Onun için milliyetçiliğin demokrasi ile evliliği hiçbir zaman yumuşak, rahat, ferah, en baştan gönül rızasıyla oluşmuş bir evlilik değildir. Bir Hitler çıkar, bir Nazizm çıkar, bu evliliği tanımaz; Weimar Cumhuriyetini berhava eder. Alternatifi, yani söz konusu evliliğin yaşaması, milliyetçiliğin şu veya bu ölçüde ehlileştirilmesini, nisbeten zararsızlaştırılmasını, potansiyel yıkıcılığının törpülenmesini, medenîleştirilmesini (evet, medenîleştirilmesini), demokratik çoğulculuğa kısmen de olsa razı edilmesini gerektirir. Ama görece gelişmiş demokrasilerde bile bu ehlîleşme ve medenîleşmenin ne kadar içselleştirildiği, ne kadar kalıcı olduğu her zaman şüphelidir, ABD’de Trump ve Trumpçılık, İngiltere’de Brexit, Fransa’da Marine Le Pen, Almanya’da AfD vakalarını yaşadık ve yaşıyoruz. Sonra Rusya’da Putin var, Macaristan’da Orban, Polonya’da Hukuk ve Adalet, Brezilya’da Bolsonaro örnekleriyle birlikte, ırkçı, milliyetçi, yabancı düşmanı yeni sağ akımların genel yükselişi. (Türkiye’de demokrasi açısından aynı yıkıcı potansiyeli, ehlîleştirilmemiş bir “aslına dönüş” potansiyelini, fırsatı yakaladığında hukuk devletini asla kabullenmeme inadı ve direncini, kuşkusuz Devlet Bahçeli temsil ediyor.)

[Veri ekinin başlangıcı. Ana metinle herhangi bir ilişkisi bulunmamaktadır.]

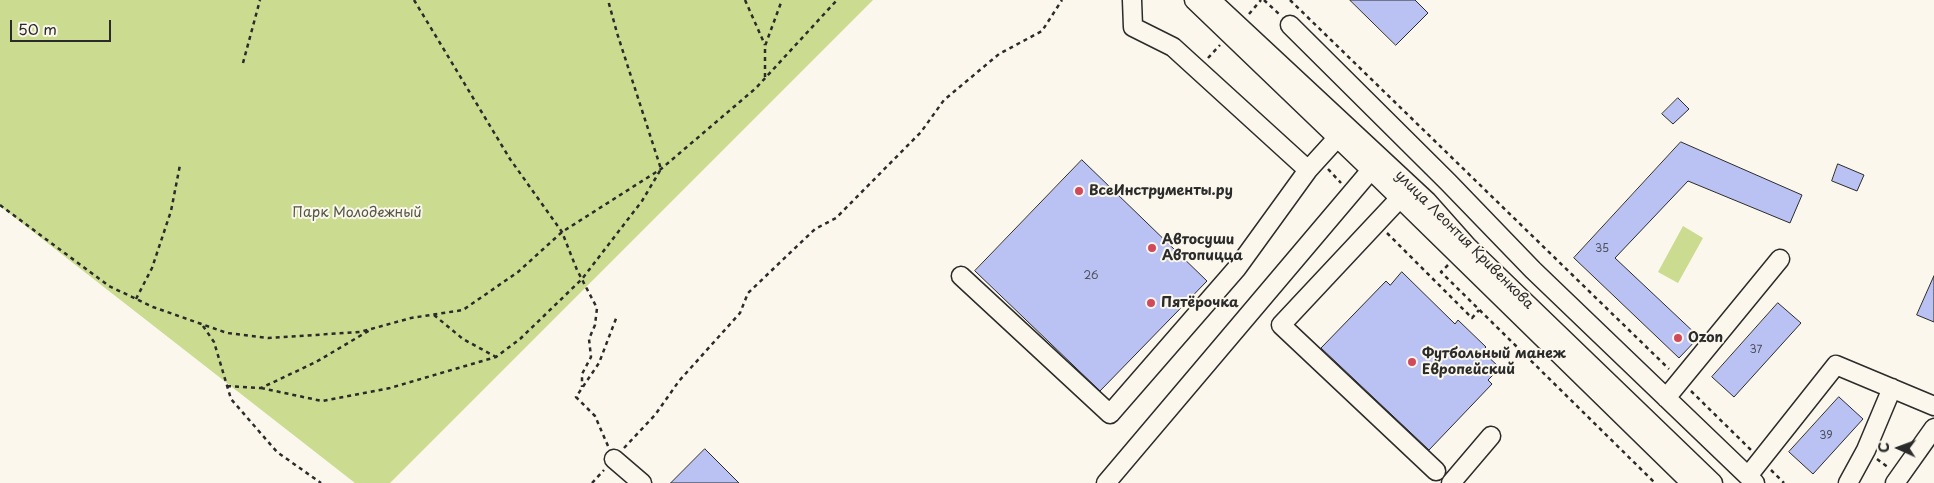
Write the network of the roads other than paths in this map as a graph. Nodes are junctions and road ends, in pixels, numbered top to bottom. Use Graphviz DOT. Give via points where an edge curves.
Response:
graph roads {
  1 [pos="1132,0"];
  2 [pos="1194,0"];
  3 [pos="1211,0"];
  4 [pos="1290,25"];
  5 [pos="1338,137"];
  6 [pos="1313,164"];
  7 [pos="1371,170"];
  8 [pos="1448,182"];
  9 [pos="1400,198"];
  10 [pos="1427,201"];
  11 [pos="1780,259"];
  12 [pos="961,276"];
  13 [pos="1892,388"];
  14 [pos="1666,398"];
  15 [pos="1934,406"];
  16 [pos="1934,428"];
  17 [pos="1491,436"];
  18 [pos="614,459"];
  19 [pos="1436,471"];
  20 [pos="1751,480"];
  21 [pos="642,483"];
  22 [pos="1106,483"];
  23 [pos="1451,483"];
  24 [pos="1692,483"];
  25 [pos="1714,483"];
  26 [pos="1848,483"];
  27 [pos="1895,483"];
  1 -- 6 [label="street" via="1133,27 1173,47"];
  2 -- 5 [label="street, улица Леонтия Кривенкова"];
  3 -- 10 [label="street, улица Леонтия Кривенкова"];
  4 -- 8 [label="street"];
  5 -- 6 [label="street"];
  5 -- 7 [label="street, улица Леонтия Кривенкова"];
  6 -- 12 [label="street" via="1237,268 1110,414"];
  7 -- 9 [label="street, улица Леонтия Кривенкова"];
  7 -- 22 [label="street"];
  8 -- 10 [label="street"];
  8 -- 14 [label="street" via="1533,270"];
  9 -- 19 [label="street" via="1281,325"];
  9 -- 24 [label="street, улица Леонтия Кривенкова"];
  10 -- 25 [label="street, улица Леонтия Кривенкова" via="1467,246"];
  11 -- 14 [label="street"];
  13 -- 15 [label="street"];
  13 -- 20 [label="street" via="1836,365 1761,460"];
  13 -- 26 [label="street"];
  14 -- 20 [label="street"];
  16 -- 27 [label="street"];
  17 -- 23 [label="street"];
  18 -- 21 [label="street"];
}
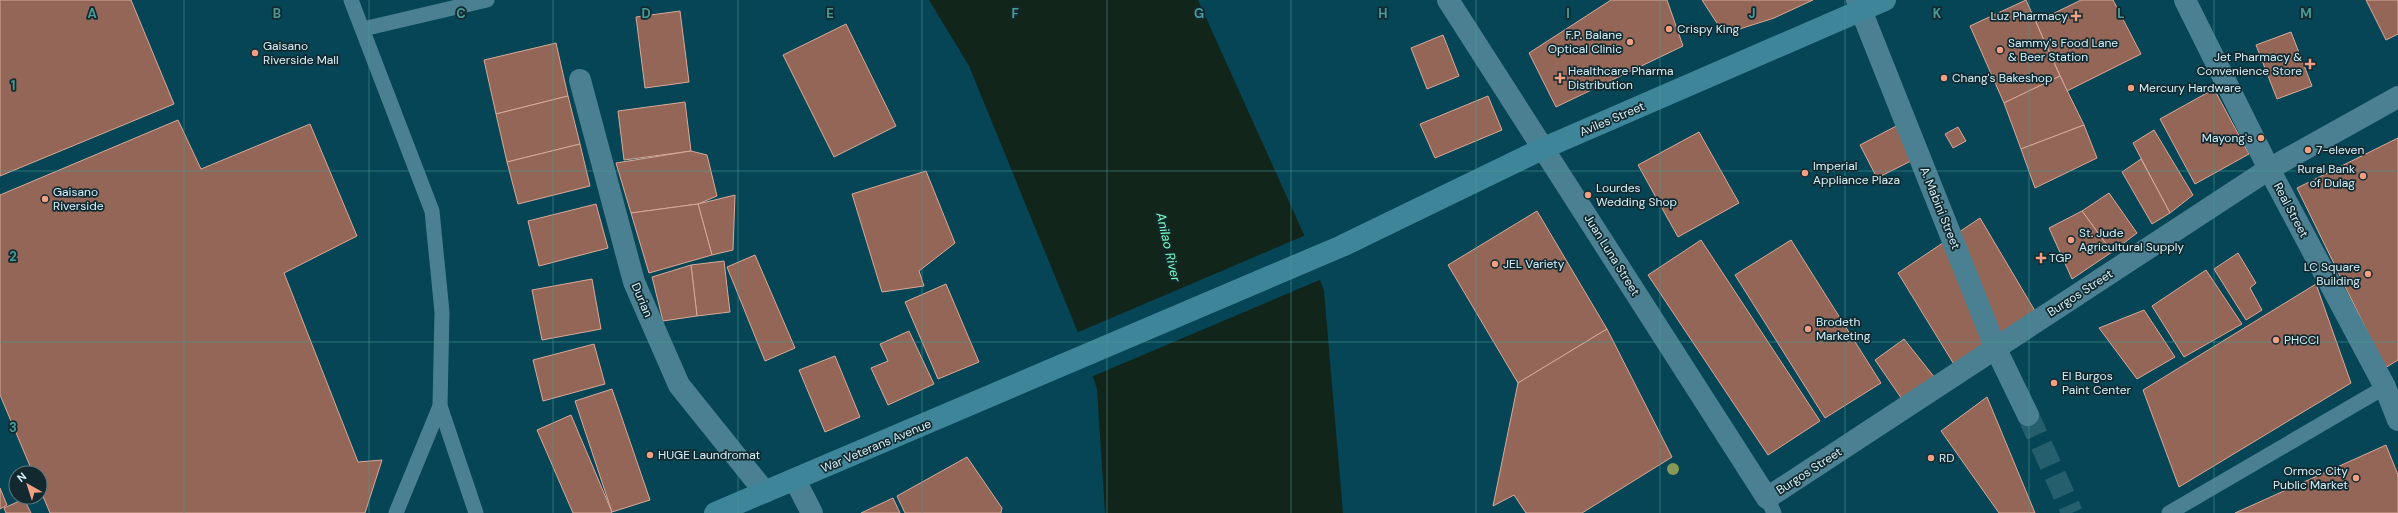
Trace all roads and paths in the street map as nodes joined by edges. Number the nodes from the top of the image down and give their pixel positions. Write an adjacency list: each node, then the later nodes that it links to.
1 (351, 0): 7 (lane)
2 (487, 0): 7 (lane)
3 (1448, 0): 10 (street, Juan Luna Street)
4 (1885, 0): 6 (main road, Aviles Street)
5 (2185, 0): 11 (street, Real Street)
6 (1860, 5): 10 (main road, Aviles Street); 13 (street, A. Mabini Street)
7 (363, 29): 15 (lane)
8 (580, 80): 19 (street, Durian)
9 (2398, 97): 11 (street, Burgos Street)
10 (1544, 148): 12 (main road, Aviles Street); 20 (street, Juan Luna Street)
11 (2269, 169): 13 (street, Burgos Street); 14 (street, Real Street)
12 (1342, 246): 18 (main road, War Veterans Avenue)
13 (1996, 349): 16 (street, A. Mabini Street); 20 (street, Burgos Street)
14 (2385, 387): 17 (street, Real Street); 25 (lane)
15 (440, 406): 21 (lane); 22 (lane)
16 (2028, 415)
17 (2398, 420)
18 (795, 480): 19 (main road, War Veterans Avenue); 24 (street)
19 (765, 492): 23 (main road, War Veterans Avenue)
20 (1770, 505)
21 (396, 513)
22 (476, 513)
23 (715, 513)
24 (812, 513)
25 (2169, 513)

Yukarıda sözünü ettiğim, milliyetçiliğin önce milleti kurtarması, sonra milleti kendine ebediyyen borçlu farzedip çoğulculaşmasına, demokratik olgunlaşmasına ket vurmaya kalkışması… böyle ifade ettiğimizde, tabii öncelikle Türkiye’nin Kemalist dönemini, Tek Parti dönemini, sonrasındaki Atatürkçü vesayet rejimini hatırlatıyor. Daha doğrusu hatırlatabilir. Hatırlatabilecekti.
Şu Yeni Asır manşeti, bunun İkinci Yeni (veya İkinci Eski?!) versiyonunu gözümüze sokmasaydı.